What this task involves >>
Locate the word "highway" in the entries below, then gather every line that holds it.

=== Data records ===

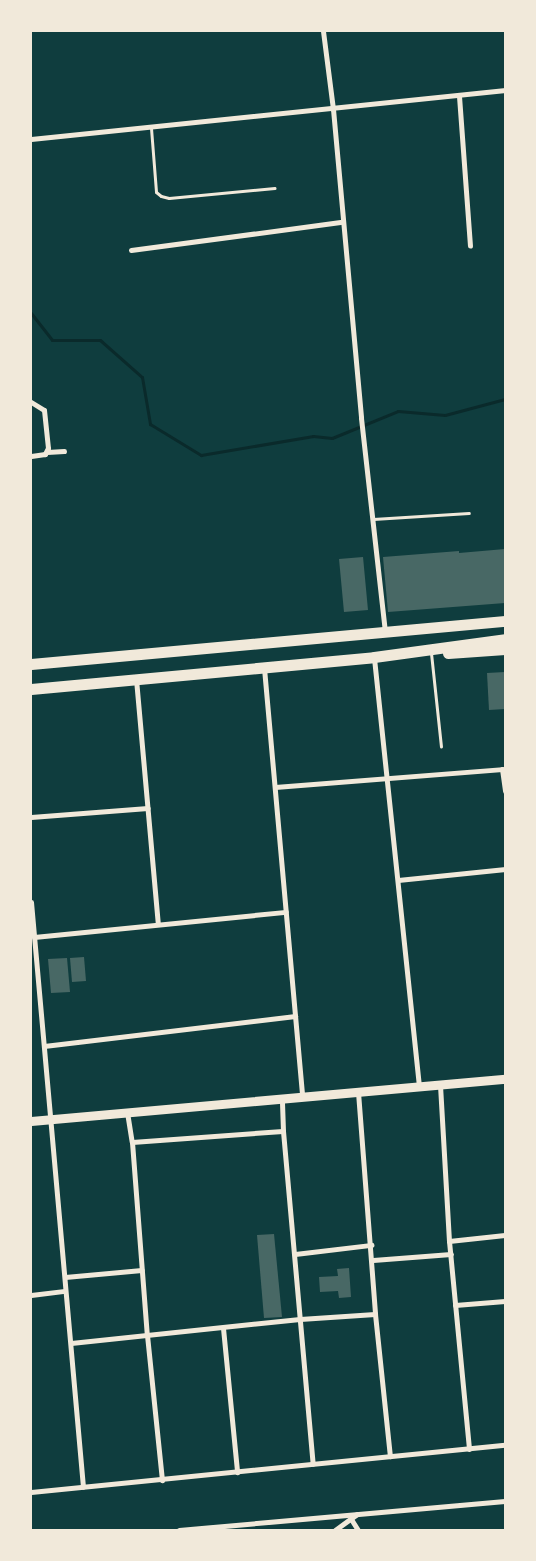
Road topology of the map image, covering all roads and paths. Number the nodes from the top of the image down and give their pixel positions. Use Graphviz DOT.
graph roads {
  1 [pos="323,31"];
  2 [pos="505,90"];
  3 [pos="459,96"];
  4 [pos="333,109"];
  5 [pos="151,128"];
  6 [pos="31,139"];
  7 [pos="275,188"];
  8 [pos="342,222"];
  9 [pos="470,246"];
  10 [pos="131,250"];
  11 [pos="31,402"];
  12 [pos="64,450"];
  13 [pos="48,452"];
  14 [pos="31,456"];
  15 [pos="469,513"];
  16 [pos="372,519"];
  17 [pos="505,621"];
  18 [pos="385,632"];
  19 [pos="505,638"];
  20 [pos="505,650"];
  21 [pos="431,653"];
  22 [pos="398,654"];
  23 [pos="374,657"];
  24 [pos="31,664"];
  25 [pos="264,668"];
  26 [pos="136,679"];
  27 [pos="31,689"];
  28 [pos="441,746"];
  29 [pos="504,769"];
  30 [pos="387,779"];
  31 [pos="275,787"];
  32 [pos="505,791"];
  33 [pos="148,808"];
  34 [pos="31,817"];
  35 [pos="505,869"];
  36 [pos="398,880"];
  37 [pos="31,902"];
  38 [pos="286,912"];
  39 [pos="158,924"];
  40 [pos="34,937"];
  41 [pos="295,1016"];
  42 [pos="44,1046"];
  43 [pos="505,1079"];
  44 [pos="440,1085"];
  45 [pos="419,1087"];
  46 [pos="358,1092"];
  47 [pos="302,1097"];
  48 [pos="282,1099"];
  49 [pos="127,1112"];
  50 [pos="50,1119"];
  51 [pos="31,1121"];
  52 [pos="283,1130"];
  53 [pos="132,1142"];
  54 [pos="505,1235"];
  55 [pos="450,1241"];
  56 [pos="371,1245"];
  57 [pos="295,1254"];
  58 [pos="451,1254"];
  59 [pos="373,1260"];
  60 [pos="142,1270"];
  61 [pos="65,1277"];
  62 [pos="65,1291"];
  63 [pos="31,1295"];
  64 [pos="505,1301"];
  65 [pos="455,1305"];
  66 [pos="375,1314"];
  67 [pos="300,1319"];
  68 [pos="223,1328"];
  69 [pos="147,1335"];
  70 [pos="71,1343"];
  71 [pos="505,1445"];
  72 [pos="469,1449"];
  73 [pos="390,1456"];
  74 [pos="314,1464"];
  75 [pos="237,1472"];
  76 [pos="162,1480"];
  77 [pos="83,1487"];
  78 [pos="31,1492"];
  79 [pos="505,1501"];
  80 [pos="358,1514"];
  81 [pos="351,1519"];
  82 [pos="179,1530"];
  83 [pos="335,1530"];
  84 [pos="358,1530"];
  1 -- 4 [label="street"];
  2 -- 3 [label="street"];
  3 -- 4 [label="street"];
  3 -- 9 [label="street"];
  4 -- 5 [label="street"];
  4 -- 8 [label="street"];
  5 -- 6 [label="street"];
  5 -- 7 [label="lane"];
  8 -- 10 [label="street"];
  8 -- 16 [label="street"];
  11 -- 13 [label="street"];
  12 -- 13 [label="street"];
  13 -- 14 [label="street"];
  15 -- 16 [label="lane"];
  16 -- 18 [label="street"];
  17 -- 18 [label="highway"];
  18 -- 24 [label="highway"];
  19 -- 22 [label="highway"];
  20 -- 21 [label="highway"];
  21 -- 22 [label="highway"];
  21 -- 28 [label="lane"];
  22 -- 23 [label="highway"];
  23 -- 25 [label="highway"];
  23 -- 30 [label="street"];
  25 -- 26 [label="highway"];
  25 -- 31 [label="street"];
  26 -- 27 [label="highway"];
  26 -- 33 [label="street"];
  29 -- 30 [label="street"];
  29 -- 32 [label="street"];
  30 -- 31 [label="street"];
  30 -- 36 [label="street"];
  31 -- 38 [label="street"];
  33 -- 34 [label="street"];
  33 -- 39 [label="street"];
  35 -- 36 [label="street"];
  36 -- 45 [label="street"];
  37 -- 40 [label="street"];
  38 -- 39 [label="street"];
  38 -- 41 [label="street"];
  39 -- 40 [label="street"];
  40 -- 42 [label="street"];
  41 -- 42 [label="street"];
  41 -- 47 [label="street"];
  42 -- 50 [label="street"];
  43 -- 44 [label="street"];
  44 -- 45 [label="street"];
  44 -- 55 [label="street"];
  45 -- 46 [label="street"];
  46 -- 47 [label="street"];
  46 -- 56 [label="street"];
  47 -- 48 [label="street"];
  48 -- 49 [label="street"];
  48 -- 52 [label="street"];
  49 -- 50 [label="street"];
  49 -- 53 [label="street"];
  50 -- 51 [label="street"];
  50 -- 61 [label="street"];
  52 -- 53 [label="street"];
  52 -- 57 [label="street"];
  53 -- 60 [label="street"];
  54 -- 55 [label="street"];
  55 -- 58 [label="street"];
  56 -- 57 [label="street"];
  56 -- 59 [label="street"];
  57 -- 67 [label="street"];
  58 -- 59 [label="street"];
  58 -- 65 [label="street"];
  59 -- 66 [label="street"];
  60 -- 61 [label="street"];
  60 -- 69 [label="street"];
  61 -- 62 [label="street"];
  62 -- 63 [label="street"];
  62 -- 70 [label="street"];
  64 -- 65 [label="street"];
  65 -- 72 [label="street"];
  66 -- 67 [label="street"];
  66 -- 73 [label="street"];
  67 -- 68 [label="street"];
  67 -- 74 [label="street"];
  68 -- 69 [label="street"];
  68 -- 75 [label="street"];
  69 -- 70 [label="street"];
  69 -- 76 [label="street"];
  70 -- 77 [label="street"];
  71 -- 72 [label="street"];
  72 -- 73 [label="street"];
  73 -- 74 [label="street"];
  74 -- 75 [label="street"];
  75 -- 76 [label="street"];
  76 -- 77 [label="street"];
  77 -- 78 [label="street"];
  79 -- 80 [label="street"];
  80 -- 81 [label="street"];
  80 -- 82 [label="street"];
  81 -- 83 [label="street"];
  81 -- 84 [label="street"];
}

===

Reply to the task >>
  17 -- 18 [label="highway"];
  18 -- 24 [label="highway"];
  19 -- 22 [label="highway"];
  20 -- 21 [label="highway"];
  21 -- 22 [label="highway"];
  22 -- 23 [label="highway"];
  23 -- 25 [label="highway"];
  25 -- 26 [label="highway"];
  26 -- 27 [label="highway"];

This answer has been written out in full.